YOUR TASK
Lift out all lines below that contain "shadow".

··· MATERIAL FOR THIS EXERCISE

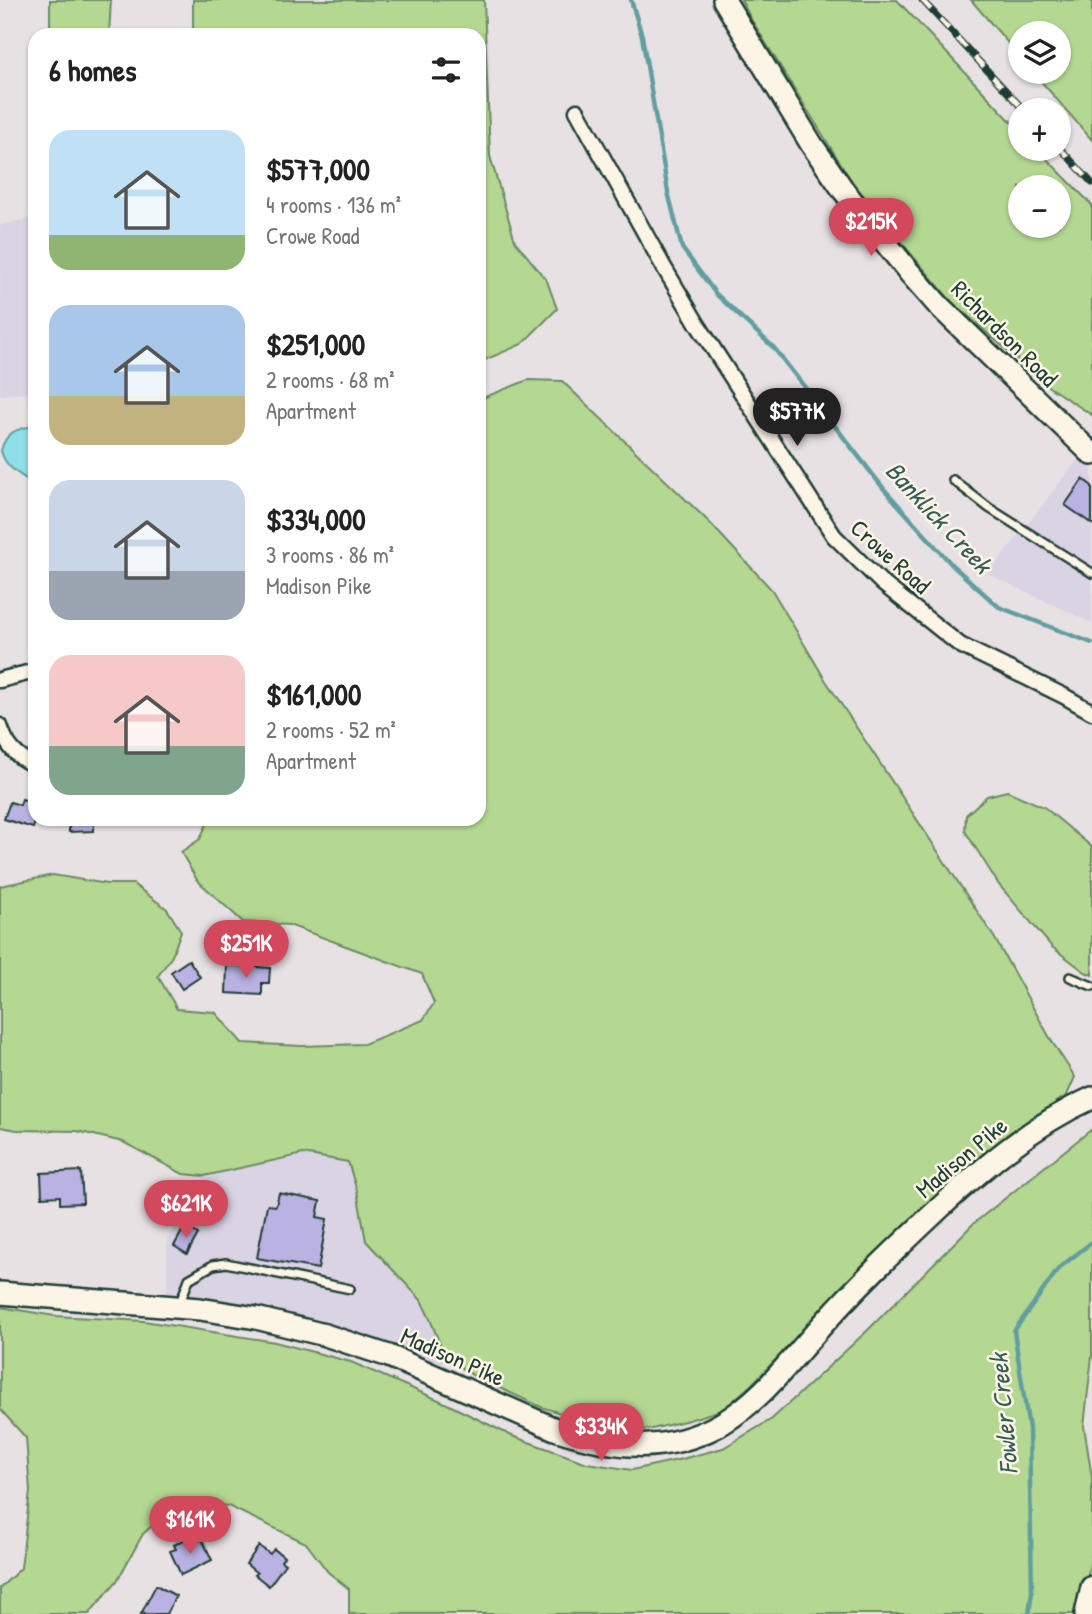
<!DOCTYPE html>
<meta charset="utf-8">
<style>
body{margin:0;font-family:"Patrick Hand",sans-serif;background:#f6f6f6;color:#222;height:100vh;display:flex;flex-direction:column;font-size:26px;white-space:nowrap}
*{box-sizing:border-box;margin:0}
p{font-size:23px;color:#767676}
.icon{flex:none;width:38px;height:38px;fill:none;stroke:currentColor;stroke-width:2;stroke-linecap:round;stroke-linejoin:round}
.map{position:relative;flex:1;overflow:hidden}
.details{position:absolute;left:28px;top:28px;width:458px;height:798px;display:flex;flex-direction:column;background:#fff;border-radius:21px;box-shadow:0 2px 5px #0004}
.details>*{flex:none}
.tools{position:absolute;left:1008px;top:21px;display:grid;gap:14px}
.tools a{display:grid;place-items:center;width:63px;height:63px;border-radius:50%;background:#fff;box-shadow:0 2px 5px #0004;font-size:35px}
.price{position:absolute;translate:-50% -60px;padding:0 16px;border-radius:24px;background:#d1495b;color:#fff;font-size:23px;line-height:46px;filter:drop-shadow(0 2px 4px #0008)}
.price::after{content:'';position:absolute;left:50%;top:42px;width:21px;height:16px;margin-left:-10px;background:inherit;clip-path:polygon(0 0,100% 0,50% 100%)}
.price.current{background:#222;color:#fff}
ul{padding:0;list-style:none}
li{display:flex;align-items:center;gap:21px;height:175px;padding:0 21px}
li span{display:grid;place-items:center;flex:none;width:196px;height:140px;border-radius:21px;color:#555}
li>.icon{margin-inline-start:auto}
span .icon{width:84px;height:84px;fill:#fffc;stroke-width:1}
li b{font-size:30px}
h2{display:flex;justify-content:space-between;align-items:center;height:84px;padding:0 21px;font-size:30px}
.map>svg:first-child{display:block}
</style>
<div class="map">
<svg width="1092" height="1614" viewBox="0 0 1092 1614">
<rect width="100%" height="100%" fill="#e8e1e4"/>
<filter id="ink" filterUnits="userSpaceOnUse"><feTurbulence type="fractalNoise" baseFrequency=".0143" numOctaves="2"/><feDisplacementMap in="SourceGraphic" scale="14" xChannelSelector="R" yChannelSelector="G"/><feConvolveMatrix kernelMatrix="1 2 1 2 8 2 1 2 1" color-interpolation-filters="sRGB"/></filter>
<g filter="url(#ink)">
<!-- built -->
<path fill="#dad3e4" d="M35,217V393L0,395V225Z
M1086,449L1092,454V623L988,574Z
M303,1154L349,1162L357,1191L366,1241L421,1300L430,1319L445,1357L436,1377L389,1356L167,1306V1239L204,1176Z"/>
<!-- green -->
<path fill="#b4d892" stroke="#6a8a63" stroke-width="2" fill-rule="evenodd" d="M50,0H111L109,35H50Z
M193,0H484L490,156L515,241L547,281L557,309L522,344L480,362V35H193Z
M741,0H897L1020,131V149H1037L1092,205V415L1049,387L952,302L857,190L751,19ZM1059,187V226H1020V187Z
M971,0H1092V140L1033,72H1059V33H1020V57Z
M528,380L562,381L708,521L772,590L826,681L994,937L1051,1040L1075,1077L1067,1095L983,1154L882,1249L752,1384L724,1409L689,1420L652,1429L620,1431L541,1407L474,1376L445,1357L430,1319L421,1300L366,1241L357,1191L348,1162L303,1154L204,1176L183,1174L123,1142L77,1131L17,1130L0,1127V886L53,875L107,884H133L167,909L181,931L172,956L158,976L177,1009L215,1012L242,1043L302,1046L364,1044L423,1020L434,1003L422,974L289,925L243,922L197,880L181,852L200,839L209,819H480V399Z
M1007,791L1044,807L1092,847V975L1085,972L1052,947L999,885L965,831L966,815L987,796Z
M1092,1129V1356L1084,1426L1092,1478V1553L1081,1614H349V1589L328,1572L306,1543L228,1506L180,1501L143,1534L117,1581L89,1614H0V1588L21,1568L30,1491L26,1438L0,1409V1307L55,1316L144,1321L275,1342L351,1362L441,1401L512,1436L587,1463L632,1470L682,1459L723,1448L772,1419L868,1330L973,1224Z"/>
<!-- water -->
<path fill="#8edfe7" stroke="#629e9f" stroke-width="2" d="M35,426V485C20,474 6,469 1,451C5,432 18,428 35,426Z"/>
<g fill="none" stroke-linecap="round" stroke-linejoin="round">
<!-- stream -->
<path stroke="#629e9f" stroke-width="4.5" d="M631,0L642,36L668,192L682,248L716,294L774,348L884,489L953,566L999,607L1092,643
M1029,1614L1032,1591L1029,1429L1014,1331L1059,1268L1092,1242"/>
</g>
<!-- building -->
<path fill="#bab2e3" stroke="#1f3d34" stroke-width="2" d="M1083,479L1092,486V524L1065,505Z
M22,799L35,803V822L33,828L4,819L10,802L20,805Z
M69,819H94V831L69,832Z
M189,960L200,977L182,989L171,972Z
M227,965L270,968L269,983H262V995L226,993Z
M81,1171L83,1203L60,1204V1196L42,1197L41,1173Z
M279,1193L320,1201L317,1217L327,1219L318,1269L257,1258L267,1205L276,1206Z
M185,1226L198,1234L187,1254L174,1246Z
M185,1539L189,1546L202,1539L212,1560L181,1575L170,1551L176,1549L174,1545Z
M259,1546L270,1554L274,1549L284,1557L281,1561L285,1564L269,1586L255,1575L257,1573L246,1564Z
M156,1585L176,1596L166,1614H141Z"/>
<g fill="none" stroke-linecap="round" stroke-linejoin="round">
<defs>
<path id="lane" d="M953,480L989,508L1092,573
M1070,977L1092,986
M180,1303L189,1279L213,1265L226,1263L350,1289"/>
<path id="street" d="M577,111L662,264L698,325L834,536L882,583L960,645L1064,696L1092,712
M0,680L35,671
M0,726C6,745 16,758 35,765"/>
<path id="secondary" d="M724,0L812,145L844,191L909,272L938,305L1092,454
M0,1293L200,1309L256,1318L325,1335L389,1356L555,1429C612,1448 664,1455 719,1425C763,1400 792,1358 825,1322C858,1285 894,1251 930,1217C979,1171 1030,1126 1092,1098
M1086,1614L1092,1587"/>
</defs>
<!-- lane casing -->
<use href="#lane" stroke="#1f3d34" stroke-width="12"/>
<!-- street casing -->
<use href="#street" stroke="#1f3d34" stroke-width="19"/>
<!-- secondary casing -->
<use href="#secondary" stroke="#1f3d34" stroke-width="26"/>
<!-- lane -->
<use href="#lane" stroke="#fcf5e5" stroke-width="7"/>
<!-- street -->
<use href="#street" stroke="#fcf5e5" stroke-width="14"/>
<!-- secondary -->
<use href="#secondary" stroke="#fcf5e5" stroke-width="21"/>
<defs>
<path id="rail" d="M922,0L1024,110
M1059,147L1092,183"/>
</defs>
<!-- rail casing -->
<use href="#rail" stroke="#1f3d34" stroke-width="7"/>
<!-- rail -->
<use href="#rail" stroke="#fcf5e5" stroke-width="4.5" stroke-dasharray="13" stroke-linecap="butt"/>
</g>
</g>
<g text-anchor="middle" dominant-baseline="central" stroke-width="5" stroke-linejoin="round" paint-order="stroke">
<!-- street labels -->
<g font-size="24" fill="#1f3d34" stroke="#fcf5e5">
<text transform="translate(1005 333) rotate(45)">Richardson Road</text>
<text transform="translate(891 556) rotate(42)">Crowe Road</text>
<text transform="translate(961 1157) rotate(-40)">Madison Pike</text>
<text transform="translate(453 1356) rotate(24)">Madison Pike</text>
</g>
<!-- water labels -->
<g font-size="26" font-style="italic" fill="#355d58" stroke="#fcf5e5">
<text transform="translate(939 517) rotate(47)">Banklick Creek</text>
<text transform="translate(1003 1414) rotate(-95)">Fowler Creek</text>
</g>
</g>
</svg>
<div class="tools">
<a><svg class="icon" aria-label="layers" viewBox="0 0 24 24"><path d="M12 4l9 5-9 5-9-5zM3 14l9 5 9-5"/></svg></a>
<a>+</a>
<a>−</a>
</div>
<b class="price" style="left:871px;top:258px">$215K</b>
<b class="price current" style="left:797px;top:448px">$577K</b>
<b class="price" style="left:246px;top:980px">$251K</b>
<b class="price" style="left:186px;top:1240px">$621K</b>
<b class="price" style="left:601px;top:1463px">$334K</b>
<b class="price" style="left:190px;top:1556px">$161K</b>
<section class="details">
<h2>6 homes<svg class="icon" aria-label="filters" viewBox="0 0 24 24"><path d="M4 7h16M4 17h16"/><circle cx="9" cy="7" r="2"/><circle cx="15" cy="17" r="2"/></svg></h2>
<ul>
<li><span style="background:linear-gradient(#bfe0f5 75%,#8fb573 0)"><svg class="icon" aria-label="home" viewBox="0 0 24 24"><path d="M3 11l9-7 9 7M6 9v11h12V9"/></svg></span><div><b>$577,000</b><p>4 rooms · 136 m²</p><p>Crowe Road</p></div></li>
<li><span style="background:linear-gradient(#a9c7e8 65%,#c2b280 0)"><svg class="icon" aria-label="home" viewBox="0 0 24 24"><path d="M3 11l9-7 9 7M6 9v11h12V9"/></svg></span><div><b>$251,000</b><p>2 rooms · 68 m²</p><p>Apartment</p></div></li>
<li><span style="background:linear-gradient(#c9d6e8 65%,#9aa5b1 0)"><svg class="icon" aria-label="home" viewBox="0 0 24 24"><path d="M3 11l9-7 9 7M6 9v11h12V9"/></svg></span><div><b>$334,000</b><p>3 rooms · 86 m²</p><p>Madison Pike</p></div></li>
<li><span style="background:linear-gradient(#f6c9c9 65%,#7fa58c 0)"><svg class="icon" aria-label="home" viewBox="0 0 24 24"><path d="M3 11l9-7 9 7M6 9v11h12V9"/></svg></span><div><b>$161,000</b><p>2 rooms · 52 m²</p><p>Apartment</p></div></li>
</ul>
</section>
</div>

······

ANSWER SECTION
.details{position:absolute;left:28px;top:28px;width:458px;height:798px;display:flex;flex-direction:column;background:#fff;border-radius:21px;box-shadow:0 2px 5px #0004}
.tools a{display:grid;place-items:center;width:63px;height:63px;border-radius:50%;background:#fff;box-shadow:0 2px 5px #0004;font-size:35px}
.price{position:absolute;translate:-50% -60px;padding:0 16px;border-radius:24px;background:#d1495b;color:#fff;font-size:23px;line-height:46px;filter:drop-shadow(0 2px 4px #0008)}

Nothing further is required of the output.